Restate the entries word for word, leaving nothing out.

(Stored data entries)
┄┄┄┄┄┄┄┄┄┄┄┄┄┄┄┄┄┄┄┄

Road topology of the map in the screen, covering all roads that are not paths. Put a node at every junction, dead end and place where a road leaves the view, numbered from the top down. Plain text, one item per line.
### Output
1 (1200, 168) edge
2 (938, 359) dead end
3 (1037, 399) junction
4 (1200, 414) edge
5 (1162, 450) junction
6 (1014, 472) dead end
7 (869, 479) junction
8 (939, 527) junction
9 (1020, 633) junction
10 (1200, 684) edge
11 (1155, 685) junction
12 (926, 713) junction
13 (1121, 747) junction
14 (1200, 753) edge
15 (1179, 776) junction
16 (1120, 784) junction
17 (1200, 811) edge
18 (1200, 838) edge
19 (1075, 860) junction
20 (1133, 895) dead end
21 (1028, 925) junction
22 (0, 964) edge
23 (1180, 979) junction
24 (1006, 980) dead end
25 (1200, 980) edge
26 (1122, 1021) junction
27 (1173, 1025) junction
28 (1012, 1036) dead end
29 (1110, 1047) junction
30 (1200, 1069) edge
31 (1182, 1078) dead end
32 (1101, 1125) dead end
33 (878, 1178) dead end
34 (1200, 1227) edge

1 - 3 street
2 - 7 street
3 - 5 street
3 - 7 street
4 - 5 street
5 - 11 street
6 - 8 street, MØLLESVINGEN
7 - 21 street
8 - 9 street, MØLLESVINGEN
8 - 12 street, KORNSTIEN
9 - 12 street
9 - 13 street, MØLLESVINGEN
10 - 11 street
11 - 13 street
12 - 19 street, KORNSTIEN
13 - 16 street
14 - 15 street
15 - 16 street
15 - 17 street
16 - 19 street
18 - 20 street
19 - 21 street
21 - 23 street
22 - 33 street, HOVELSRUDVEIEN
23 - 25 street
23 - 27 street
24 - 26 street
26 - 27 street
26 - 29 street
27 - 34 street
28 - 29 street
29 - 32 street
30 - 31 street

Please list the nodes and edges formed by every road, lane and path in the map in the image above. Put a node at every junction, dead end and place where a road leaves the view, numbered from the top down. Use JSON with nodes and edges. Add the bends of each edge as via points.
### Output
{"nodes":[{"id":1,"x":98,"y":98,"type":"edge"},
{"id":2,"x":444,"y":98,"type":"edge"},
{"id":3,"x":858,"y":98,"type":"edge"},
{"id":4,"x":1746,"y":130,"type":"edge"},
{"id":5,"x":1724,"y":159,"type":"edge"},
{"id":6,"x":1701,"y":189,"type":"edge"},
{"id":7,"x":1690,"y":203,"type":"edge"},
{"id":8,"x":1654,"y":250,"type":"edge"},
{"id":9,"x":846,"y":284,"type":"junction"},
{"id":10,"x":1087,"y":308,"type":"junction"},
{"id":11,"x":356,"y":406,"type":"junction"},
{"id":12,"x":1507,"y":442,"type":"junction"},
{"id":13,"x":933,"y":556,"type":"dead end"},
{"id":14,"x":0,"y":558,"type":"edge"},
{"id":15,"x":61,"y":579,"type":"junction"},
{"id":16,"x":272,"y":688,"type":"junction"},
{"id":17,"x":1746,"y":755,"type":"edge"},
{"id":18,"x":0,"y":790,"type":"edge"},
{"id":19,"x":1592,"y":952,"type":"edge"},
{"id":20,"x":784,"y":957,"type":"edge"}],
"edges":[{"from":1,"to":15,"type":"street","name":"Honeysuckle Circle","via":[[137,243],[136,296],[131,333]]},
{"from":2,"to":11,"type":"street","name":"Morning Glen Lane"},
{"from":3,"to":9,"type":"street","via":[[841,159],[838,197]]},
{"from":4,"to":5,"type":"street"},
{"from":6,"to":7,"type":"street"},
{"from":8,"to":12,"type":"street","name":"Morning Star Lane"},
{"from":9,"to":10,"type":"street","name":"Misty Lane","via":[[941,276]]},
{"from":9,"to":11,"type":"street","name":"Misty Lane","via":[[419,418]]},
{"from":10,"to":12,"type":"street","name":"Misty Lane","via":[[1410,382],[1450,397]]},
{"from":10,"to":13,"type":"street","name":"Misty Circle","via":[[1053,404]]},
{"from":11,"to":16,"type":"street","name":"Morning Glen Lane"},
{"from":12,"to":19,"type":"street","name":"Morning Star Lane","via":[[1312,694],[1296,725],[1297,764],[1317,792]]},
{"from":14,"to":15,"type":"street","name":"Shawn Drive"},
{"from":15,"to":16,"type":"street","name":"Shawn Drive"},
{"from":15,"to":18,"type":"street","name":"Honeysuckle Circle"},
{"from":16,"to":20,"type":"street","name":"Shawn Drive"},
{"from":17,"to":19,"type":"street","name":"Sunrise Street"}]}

┄┄┄┄┄┄┄┄┄┄┄┄┄┄┄┄┄┄┄┄

- **Output of the task**
Road topology of the map in the screen, covering all roads that are not paths. Put a node at every junction, dead end and place where a road leaves the view, numbered from the top down. Plain text, one item per line.
### Output
1 (1200, 168) edge
2 (938, 359) dead end
3 (1037, 399) junction
4 (1200, 414) edge
5 (1162, 450) junction
6 (1014, 472) dead end
7 (869, 479) junction
8 (939, 527) junction
9 (1020, 633) junction
10 (1200, 684) edge
11 (1155, 685) junction
12 (926, 713) junction
13 (1121, 747) junction
14 (1200, 753) edge
15 (1179, 776) junction
16 (1120, 784) junction
17 (1200, 811) edge
18 (1200, 838) edge
19 (1075, 860) junction
20 (1133, 895) dead end
21 (1028, 925) junction
22 (0, 964) edge
23 (1180, 979) junction
24 (1006, 980) dead end
25 (1200, 980) edge
26 (1122, 1021) junction
27 (1173, 1025) junction
28 (1012, 1036) dead end
29 (1110, 1047) junction
30 (1200, 1069) edge
31 (1182, 1078) dead end
32 (1101, 1125) dead end
33 (878, 1178) dead end
34 (1200, 1227) edge

1 - 3 street
2 - 7 street
3 - 5 street
3 - 7 street
4 - 5 street
5 - 11 street
6 - 8 street, MØLLESVINGEN
7 - 21 street
8 - 9 street, MØLLESVINGEN
8 - 12 street, KORNSTIEN
9 - 12 street
9 - 13 street, MØLLESVINGEN
10 - 11 street
11 - 13 street
12 - 19 street, KORNSTIEN
13 - 16 street
14 - 15 street
15 - 16 street
15 - 17 street
16 - 19 street
18 - 20 street
19 - 21 street
21 - 23 street
22 - 33 street, HOVELSRUDVEIEN
23 - 25 street
23 - 27 street
24 - 26 street
26 - 27 street
26 - 29 street
27 - 34 street
28 - 29 street
29 - 32 street
30 - 31 street

Please list the nodes and edges formed by every road, lane and path in the map in the image above. Put a node at every junction, dead end and place where a road leaves the view, numbered from the top down. Use JSON with nodes and edges. Add the bends of each edge as via points.
### Output
{"nodes":[{"id":1,"x":98,"y":98,"type":"edge"},
{"id":2,"x":444,"y":98,"type":"edge"},
{"id":3,"x":858,"y":98,"type":"edge"},
{"id":4,"x":1746,"y":130,"type":"edge"},
{"id":5,"x":1724,"y":159,"type":"edge"},
{"id":6,"x":1701,"y":189,"type":"edge"},
{"id":7,"x":1690,"y":203,"type":"edge"},
{"id":8,"x":1654,"y":250,"type":"edge"},
{"id":9,"x":846,"y":284,"type":"junction"},
{"id":10,"x":1087,"y":308,"type":"junction"},
{"id":11,"x":356,"y":406,"type":"junction"},
{"id":12,"x":1507,"y":442,"type":"junction"},
{"id":13,"x":933,"y":556,"type":"dead end"},
{"id":14,"x":0,"y":558,"type":"edge"},
{"id":15,"x":61,"y":579,"type":"junction"},
{"id":16,"x":272,"y":688,"type":"junction"},
{"id":17,"x":1746,"y":755,"type":"edge"},
{"id":18,"x":0,"y":790,"type":"edge"},
{"id":19,"x":1592,"y":952,"type":"edge"},
{"id":20,"x":784,"y":957,"type":"edge"}],
"edges":[{"from":1,"to":15,"type":"street","name":"Honeysuckle Circle","via":[[137,243],[136,296],[131,333]]},
{"from":2,"to":11,"type":"street","name":"Morning Glen Lane"},
{"from":3,"to":9,"type":"street","via":[[841,159],[838,197]]},
{"from":4,"to":5,"type":"street"},
{"from":6,"to":7,"type":"street"},
{"from":8,"to":12,"type":"street","name":"Morning Star Lane"},
{"from":9,"to":10,"type":"street","name":"Misty Lane","via":[[941,276]]},
{"from":9,"to":11,"type":"street","name":"Misty Lane","via":[[419,418]]},
{"from":10,"to":12,"type":"street","name":"Misty Lane","via":[[1410,382],[1450,397]]},
{"from":10,"to":13,"type":"street","name":"Misty Circle","via":[[1053,404]]},
{"from":11,"to":16,"type":"street","name":"Morning Glen Lane"},
{"from":12,"to":19,"type":"street","name":"Morning Star Lane","via":[[1312,694],[1296,725],[1297,764],[1317,792]]},
{"from":14,"to":15,"type":"street","name":"Shawn Drive"},
{"from":15,"to":16,"type":"street","name":"Shawn Drive"},
{"from":15,"to":18,"type":"street","name":"Honeysuckle Circle"},
{"from":16,"to":20,"type":"street","name":"Shawn Drive"},
{"from":17,"to":19,"type":"street","name":"Sunrise Street"}]}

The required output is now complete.